P3 fight in F1 teams’ championship getting ‘tougher and tougher’ - Sainz
Carlos Sainz admits the battle to secure third place in the 2020 Formula 1 constructors’ championship is “getting tougher and tougher” for McLaren.
McLaren is embroiled in an intense scrap over P3 in the teams’ standings but lost ground to its nearest rivals by finishing behind Renault and Racing Point with both its cars in the Emilia Romagna Grand Prix last time out.
Sainz led home teammate Lando Norris in seventh place, while Daniel Ricciardo scored his second podium finish in three races for Renault and Racing Point’s Sergio Perez beat both McLaren drivers to sixth.
McLaren currently sits fourth in the constructors’ championship level on 134 points with Racing Point and one point adrift of Renault heading into the final four races of the season.

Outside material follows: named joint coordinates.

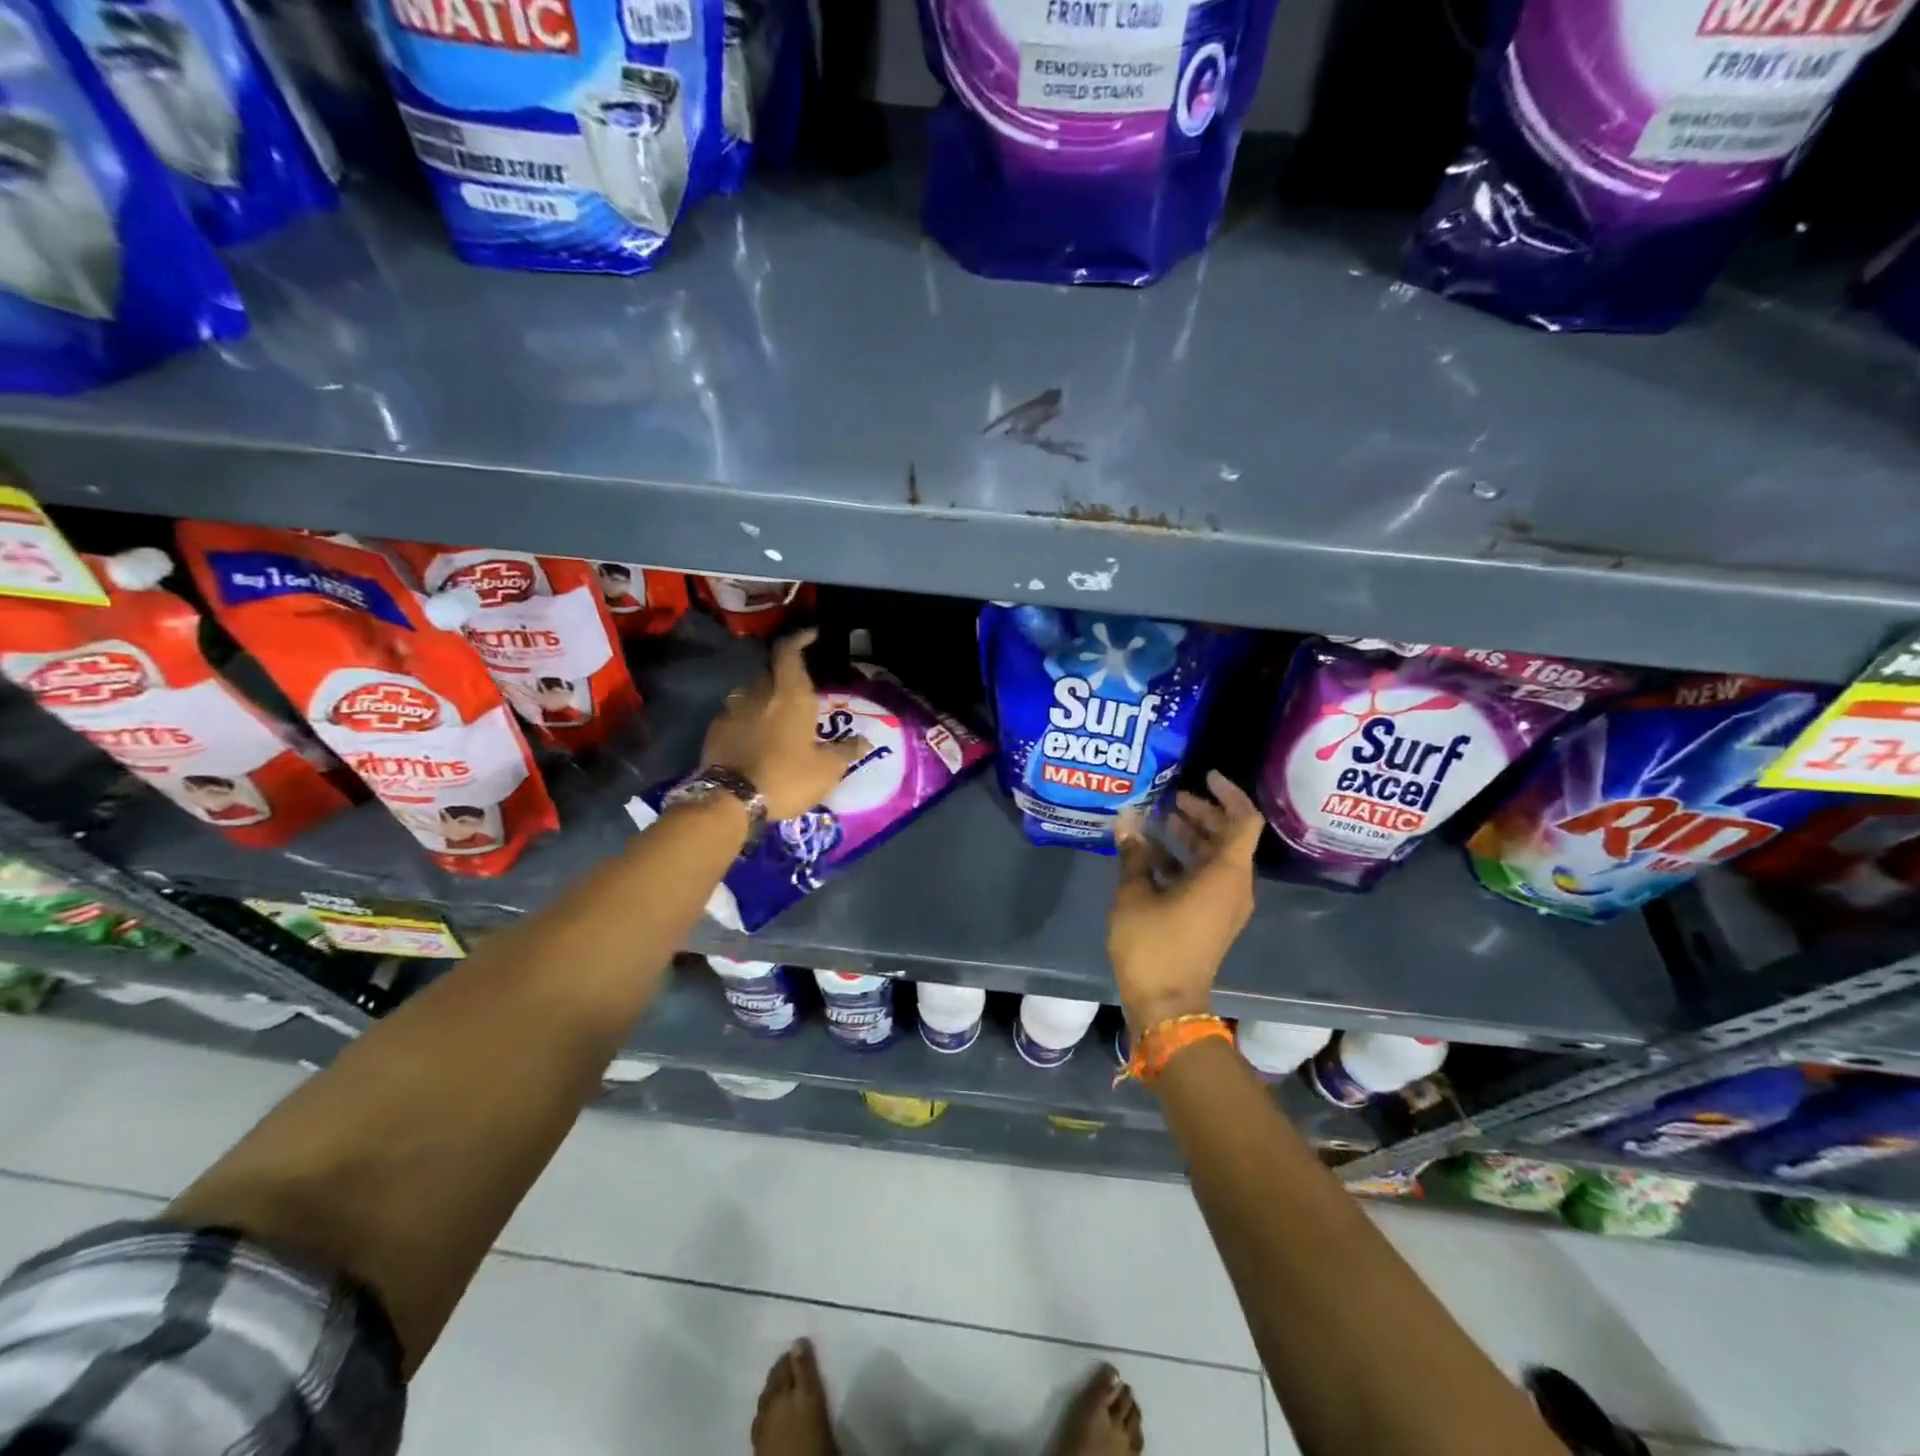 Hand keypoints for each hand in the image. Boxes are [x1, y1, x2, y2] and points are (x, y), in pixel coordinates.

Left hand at [701, 629, 869, 821]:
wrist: (729, 801)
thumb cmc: (786, 778)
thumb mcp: (827, 770)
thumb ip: (845, 751)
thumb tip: (864, 740)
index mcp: (790, 695)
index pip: (789, 652)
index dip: (799, 639)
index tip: (811, 635)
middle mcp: (759, 693)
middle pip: (772, 672)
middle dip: (785, 676)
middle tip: (801, 692)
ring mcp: (733, 709)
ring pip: (753, 692)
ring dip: (766, 698)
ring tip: (778, 717)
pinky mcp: (715, 728)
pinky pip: (736, 713)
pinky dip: (748, 718)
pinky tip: (756, 737)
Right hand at [1107, 771, 1263, 1029]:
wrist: (1167, 1005)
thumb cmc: (1154, 945)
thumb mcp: (1135, 894)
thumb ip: (1134, 854)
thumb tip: (1127, 821)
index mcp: (1225, 874)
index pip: (1244, 820)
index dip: (1229, 794)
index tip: (1205, 776)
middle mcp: (1234, 886)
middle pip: (1228, 836)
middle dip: (1202, 813)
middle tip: (1170, 797)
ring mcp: (1225, 905)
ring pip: (1215, 857)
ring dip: (1190, 835)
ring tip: (1157, 819)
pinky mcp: (1212, 919)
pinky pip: (1205, 877)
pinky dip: (1184, 860)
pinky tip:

“The fight for third keeps getting tougher and tougher,” Sainz admitted after the last race at Imola.
“Our qualifying was not great but our race pace was actually really good. I felt like I was quicker than all the guys in front of me. It is just for some reason today it was very difficult overtake.
"I could only overtake Lando. And after that I could not pass Kvyat or the guys in front of me, but I think it was the same for everyone.”
McLaren team principal Andreas Seidl said the Woking outfit’s result at Imola was one of “damage limitation” following a poor qualifying session.
"I think we can be happy to go away with 10 points," Seidl said.
"And having been able to even score more points than Racing Point, and losing only a limited amount of points to Renault.
"It was damage limitation on a weekend where we couldn't compete with them in terms of performance.”
Seidl echoed Sainz’s conclusion that McLaren had more pace in the car but was unable to extract the full potential of its MCL35 due to being stuck in a train around the hard-to-pass-at venue.
"As Carlos says, he thinks he had definitely more pace in the car, but simply couldn't use it," he explained.
"[It's] difficult to know where we would have ended up then. We simply have to be higher up in qualifying and then your race Sunday is also easier, that's what we have to focus on.
"We've seen with Carlos that on a track like this, if you're stuck behind a car, and I think we had maybe slightly more pace, we simply couldn't do anything.
"That's why I think in the end, we still need to be happy with the outcome that we could score 10 points.
"I think the team and both drivers in terms of race execution did a great job, very good pit stops and the right calls on the strategy side. So obviously, we benefited from the incidents, which kept us in the fight for this P3 [in the constructors]."